第一方面，本发明实施例提供一种用于检测伏马毒素B1的试剂盒，包括由伏马毒素B1包被的磁珠、包被羊抗鼠IgG的纳米金探针及伏马毒素B1的单克隆抗体；所述磁珠和所述纳米金探针可通过所述单克隆抗体特异性结合，其中，所述单克隆抗体的可变区用于结合所述磁珠上的伏马毒素B1，所述单克隆抗体的恒定区用于结合所述纳米金探针上的羊抗鼠IgG的可变区。

在本发明的具体实施方式中，所述磁珠上的伏马毒素B1是通过载体蛋白进行包被的。

在本发明的具体实施方式中，所述载体蛋白包括白念珠菌酰基载体蛋白1、破伤风类毒素、破伤风类毒素己二酸酞阱衍生物、重组铜绿假单胞菌外毒素A、重组铜绿假单胞菌外毒素A己二酸酞脐衍生物、可溶内源性短肽及其修饰物中的至少一种。

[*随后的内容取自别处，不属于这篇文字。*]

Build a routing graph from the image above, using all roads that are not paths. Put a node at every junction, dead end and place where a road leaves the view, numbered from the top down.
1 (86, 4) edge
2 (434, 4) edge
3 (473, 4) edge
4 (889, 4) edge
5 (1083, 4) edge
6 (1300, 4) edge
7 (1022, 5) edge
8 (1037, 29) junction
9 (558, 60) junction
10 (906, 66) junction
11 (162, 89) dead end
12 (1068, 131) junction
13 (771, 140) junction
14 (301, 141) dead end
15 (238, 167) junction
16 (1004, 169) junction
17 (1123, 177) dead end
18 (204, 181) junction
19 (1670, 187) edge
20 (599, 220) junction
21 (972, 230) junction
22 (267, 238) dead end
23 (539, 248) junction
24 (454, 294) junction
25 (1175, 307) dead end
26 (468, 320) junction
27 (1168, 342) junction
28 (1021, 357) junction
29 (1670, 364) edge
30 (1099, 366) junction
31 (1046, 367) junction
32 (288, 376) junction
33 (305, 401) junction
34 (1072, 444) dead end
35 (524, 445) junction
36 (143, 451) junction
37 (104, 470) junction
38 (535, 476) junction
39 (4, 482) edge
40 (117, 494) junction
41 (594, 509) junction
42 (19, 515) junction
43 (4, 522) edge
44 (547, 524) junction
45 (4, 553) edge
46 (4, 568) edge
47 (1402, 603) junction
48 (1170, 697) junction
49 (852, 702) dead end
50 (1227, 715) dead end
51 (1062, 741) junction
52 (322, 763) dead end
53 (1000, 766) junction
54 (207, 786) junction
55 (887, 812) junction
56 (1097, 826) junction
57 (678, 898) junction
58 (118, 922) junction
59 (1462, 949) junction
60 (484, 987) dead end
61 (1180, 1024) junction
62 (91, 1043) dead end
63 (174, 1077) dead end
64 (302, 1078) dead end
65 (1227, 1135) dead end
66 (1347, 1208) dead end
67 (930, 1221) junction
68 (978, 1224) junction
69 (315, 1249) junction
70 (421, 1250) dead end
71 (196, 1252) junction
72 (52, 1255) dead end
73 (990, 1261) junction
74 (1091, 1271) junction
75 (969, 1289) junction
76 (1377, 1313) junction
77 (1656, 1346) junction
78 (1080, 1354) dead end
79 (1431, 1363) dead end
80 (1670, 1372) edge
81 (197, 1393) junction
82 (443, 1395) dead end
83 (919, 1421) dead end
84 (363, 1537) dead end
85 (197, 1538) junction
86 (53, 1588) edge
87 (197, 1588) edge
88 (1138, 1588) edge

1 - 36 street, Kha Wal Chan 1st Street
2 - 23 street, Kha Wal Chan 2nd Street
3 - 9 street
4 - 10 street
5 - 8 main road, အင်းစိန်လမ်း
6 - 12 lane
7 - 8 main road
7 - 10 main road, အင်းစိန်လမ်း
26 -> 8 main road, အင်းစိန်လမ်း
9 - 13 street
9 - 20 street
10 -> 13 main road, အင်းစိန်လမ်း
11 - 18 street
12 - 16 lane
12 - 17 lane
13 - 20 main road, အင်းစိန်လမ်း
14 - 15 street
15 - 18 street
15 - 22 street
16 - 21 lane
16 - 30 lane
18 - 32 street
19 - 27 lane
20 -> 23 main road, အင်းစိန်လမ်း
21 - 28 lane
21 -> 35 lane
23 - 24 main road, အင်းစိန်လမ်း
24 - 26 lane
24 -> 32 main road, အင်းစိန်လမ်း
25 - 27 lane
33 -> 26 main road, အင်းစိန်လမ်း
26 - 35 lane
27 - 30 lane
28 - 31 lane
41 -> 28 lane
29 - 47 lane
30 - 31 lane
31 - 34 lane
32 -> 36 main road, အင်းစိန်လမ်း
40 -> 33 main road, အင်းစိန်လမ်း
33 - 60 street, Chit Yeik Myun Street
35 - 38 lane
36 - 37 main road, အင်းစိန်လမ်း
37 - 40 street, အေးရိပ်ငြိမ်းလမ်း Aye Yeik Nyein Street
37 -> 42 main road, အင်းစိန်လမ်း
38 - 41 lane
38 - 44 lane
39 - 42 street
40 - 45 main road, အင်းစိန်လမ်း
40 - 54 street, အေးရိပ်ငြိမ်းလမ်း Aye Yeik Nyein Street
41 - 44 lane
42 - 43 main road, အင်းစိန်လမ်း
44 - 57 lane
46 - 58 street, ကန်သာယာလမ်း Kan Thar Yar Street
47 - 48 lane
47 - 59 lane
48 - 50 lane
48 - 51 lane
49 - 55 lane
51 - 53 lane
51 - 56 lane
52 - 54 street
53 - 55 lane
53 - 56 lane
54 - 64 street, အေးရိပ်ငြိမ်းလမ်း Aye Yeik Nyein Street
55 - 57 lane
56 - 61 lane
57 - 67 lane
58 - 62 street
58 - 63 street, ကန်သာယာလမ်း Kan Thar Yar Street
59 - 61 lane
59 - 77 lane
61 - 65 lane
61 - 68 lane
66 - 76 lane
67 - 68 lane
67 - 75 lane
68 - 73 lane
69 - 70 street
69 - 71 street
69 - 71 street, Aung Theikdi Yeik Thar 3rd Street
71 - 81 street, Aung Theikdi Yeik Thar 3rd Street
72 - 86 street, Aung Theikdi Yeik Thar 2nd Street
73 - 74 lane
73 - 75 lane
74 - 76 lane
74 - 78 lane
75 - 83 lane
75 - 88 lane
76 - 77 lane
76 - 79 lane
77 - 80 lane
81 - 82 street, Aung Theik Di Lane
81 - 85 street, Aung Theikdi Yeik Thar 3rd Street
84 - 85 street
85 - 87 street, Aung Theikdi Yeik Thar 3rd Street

在本发明的具体实施方式中，所述伏马毒素B1是先与所述载体蛋白结合后，再包被于所述磁珠上的。

在本发明的具体实施方式中，所述纳米金探针的合成步骤是以四氯金酸作为前驱体，维生素C为还原剂，阿拉伯胶为诱导剂进行的。

在本发明的具体实施方式中，所述纳米金探针表面具有表面增强拉曼散射热点。

在本发明的具体实施方式中，所述试剂盒还包括磁珠悬浮液、底物液和终止液。

第二方面，本发明实施例还提供第一方面涉及的试剂盒用于检测玉米中伏马毒素B1的方法，包括制备玉米样品的步骤以及对所述玉米样品进行分析的步骤。

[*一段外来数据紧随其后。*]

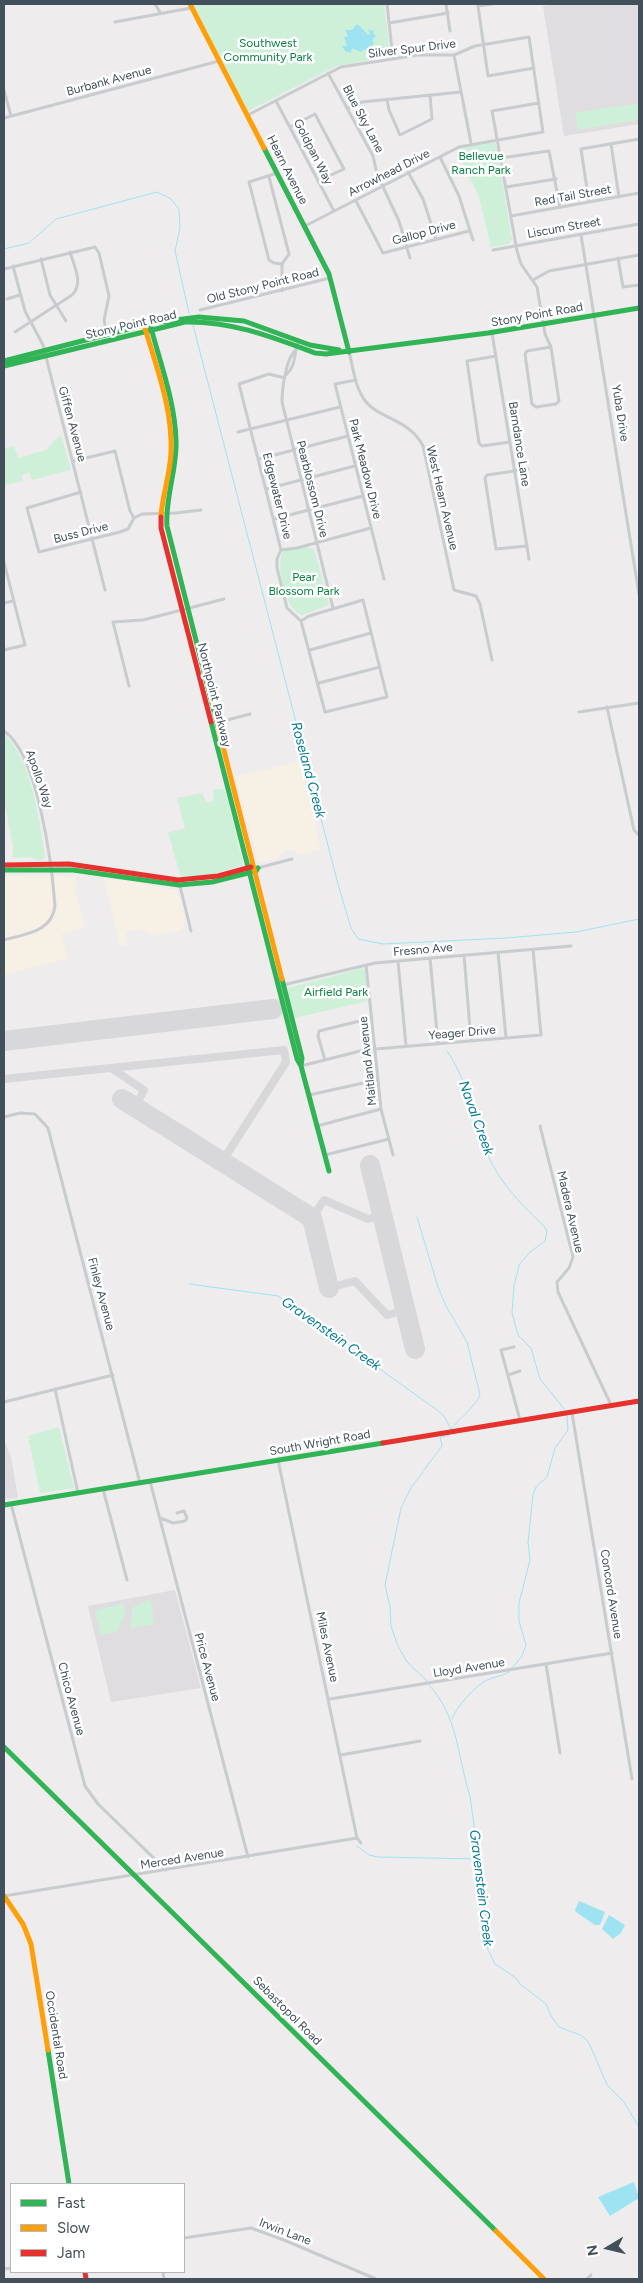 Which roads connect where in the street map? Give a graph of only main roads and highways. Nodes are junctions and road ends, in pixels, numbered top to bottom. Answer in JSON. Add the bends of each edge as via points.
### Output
{"nodes":[{"id":1,"x":191,"y":6,"type":"edge"},
{"id":2,"x":639,"y":308,"type":"edge"},
{"id":3,"x":147,"y":327,"type":"junction"},
{"id":4,"x":349,"y":352,"type":"junction"},
{"id":5,"x":45,"y":353,"type":"junction"},
{"id":6,"x":4,"y":361,"type":"edge"},
{"id":7,"x":4,"y":366,"type":"edge"},
{"id":8,"x":185,"y":609,"type":"junction"},
{"id":9,"x":4,"y":865,"type":"edge"},
{"id":10,"x":50,"y":866,"type":"junction"},
{"id":11,"x":4,"y":870,"type":"edge"},
{"id":12,"x":252,"y":870,"type":"junction"},
{"id":13,"x":329,"y":1171,"type":"dead end"},
{"id":14,"x":639,"y":1401,"type":"edge"},
{"id":15,"x":4,"y":1505,"type":"edge"},
{"id":16,"x":4,"y":1746,"type":"edge"},
{"id":17,"x":4,"y":1896,"type":"edge"},
{"id":18,"x":69,"y":2183,"type":"edge"},
{"id":19,"x":544,"y":2279,"type":"edge"}],
"edges":[{"from":1,"to":4,"type":"main road","name":"Hearn Avenue","via":[[330,278]]},
{"from":2,"to":4,"type":"main road","name":"Stony Point Road","via":[[492,333]]},
{"from":3,"to":4,"type":"main road","name":"Stony Point Road","via":[[184,318],[219,317],[255,324],[297,346]]},
{"from":3,"to":5,"type":"main road","name":"Stony Point Road"},
{"from":3,"to":5,"type":"main road","name":"Stony Point Road"},
{"from":3,"to":8,"type":"main road","name":"Northpoint Parkway","via":[[176,435],[176,459],[163,514]]},
{"from":5,"to":6,"type":"main road","name":"Stony Point Road"},
{"from":5,"to":7,"type":"main road","name":"Stony Point Road"},
{"from":8,"to":12,"type":"main road","name":"Northpoint Parkway"},
{"from":8,"to":12,"type":"main road","name":"Northpoint Parkway"},
{"from":9,"to":10,"type":"main road"},
{"from":10,"to":11,"type":"main road"},
{"from":10,"to":12,"type":"main road","via":[[179,882]]},
{"from":12,"to":13,"type":"main road","name":"Northpoint Parkway"},
{"from":14,"to":15,"type":"main road","name":"South Wright Road"},
{"from":16,"to":19,"type":"main road","name":"Sebastopol Road"},
{"from":17,"to":18,"type":"main road","name":"Occidental Road","via":[[32,1944]]}]}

在本发明的具体实施方式中，所述制备玉米样品的步骤包括，将研磨的玉米粉使用甲醇水溶液进行萃取，以及对于萃取后的上清液进行过滤的步骤。

与现有技术相比，本发明至少具有以下有益效果：

本发明中涉及的试剂盒，使用包被伏马毒素B1的磁珠与待测样品中伏马毒素B1竞争性结合其单克隆抗体，使得磁珠上竞争捕获的FB1与待测样品中FB1的浓度呈反向相关。而纳米金探针则能够显著放大这种反向相关关系，使得最终通过分析这种反向相关关系即能够实现检测。由于纳米金探针上的羊抗鼠IgG是通过可变区与单克隆抗体的恒定区进行结合的，这种结合更加牢固，具有稳定的放大作用，适合于获得准确的检测结果。

具体实施方式

为了使本发明的目的、技术方案及优点更加清楚明白，以下结合实施例对本发明进行进一步详细说明。应当理解，此处所描述的具体实施例仅仅用以解释本发明，并不用于限定本发明。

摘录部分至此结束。